Though it wasn’t exactly a great development, I understood what Ethan and Katie were dealing with. You have to be a certain kind of insane to throw a DIY showcase during SXSW and making such an event work requires juggling groups that aren’t familiar with Austin who are trying to make their way to an inconveniently located venue while they’re probably also juggling other showcases on the same day. The only guarantee is that nothing will go as planned, and all you can do is switch around the groups as they come in, based on what’s the least inconvenient for the most people. We got shuffled because a band that had failed to show up for its earlier set time had finally appeared and then shuffled again because another group that needed to go play a later show absolutely had to play right then. It sucks for everyone, but you roll with it and accept the indomitable absurdity of the situation and try to put on the best show you can regardless of the circumstances. But playing to a dozen people, most of whom we knew, while struggling to hear ourselves over the noise band playing outside was not Stickers’ shining moment.

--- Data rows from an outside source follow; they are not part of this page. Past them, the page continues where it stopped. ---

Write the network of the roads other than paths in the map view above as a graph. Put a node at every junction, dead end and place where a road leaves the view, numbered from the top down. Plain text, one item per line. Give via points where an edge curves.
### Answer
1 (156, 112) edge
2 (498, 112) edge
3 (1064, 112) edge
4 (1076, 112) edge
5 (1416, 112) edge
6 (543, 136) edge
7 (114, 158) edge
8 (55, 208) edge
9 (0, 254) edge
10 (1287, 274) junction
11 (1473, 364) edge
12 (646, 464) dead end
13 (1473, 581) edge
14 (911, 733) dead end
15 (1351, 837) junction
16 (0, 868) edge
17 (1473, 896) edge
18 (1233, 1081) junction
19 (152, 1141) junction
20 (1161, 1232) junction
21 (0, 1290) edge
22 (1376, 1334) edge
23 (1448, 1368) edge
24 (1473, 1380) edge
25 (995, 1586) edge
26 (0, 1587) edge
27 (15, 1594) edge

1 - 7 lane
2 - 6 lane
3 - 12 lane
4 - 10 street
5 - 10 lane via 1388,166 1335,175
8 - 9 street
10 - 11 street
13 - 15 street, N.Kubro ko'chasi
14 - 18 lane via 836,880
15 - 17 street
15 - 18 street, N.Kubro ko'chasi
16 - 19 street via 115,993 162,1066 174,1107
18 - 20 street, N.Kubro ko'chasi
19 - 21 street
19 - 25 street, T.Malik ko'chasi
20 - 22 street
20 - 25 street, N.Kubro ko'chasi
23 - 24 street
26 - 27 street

Our singer Kate stuck around 1808 after, while our guitarist Vinh and I packed up my drums and the amps and set off to go get drunk off of whatever free drinks we could find. We ended up at a Yahoo party and took solace in the fact that the electro-rock ensemble Yahoo had assembled to play in front of a #yodel banner didn’t fare much better than we had, though they undoubtedly got paid a whole hell of a lot more. A dozen free Shiners later, we had already gone up and down the full post-show emotional spectrum, breaking down all the errors and mistakes while conceding it wasn’t all bad while mentally preparing ourselves for the next day’s showcase. At least I still had that FADER Fort wristband.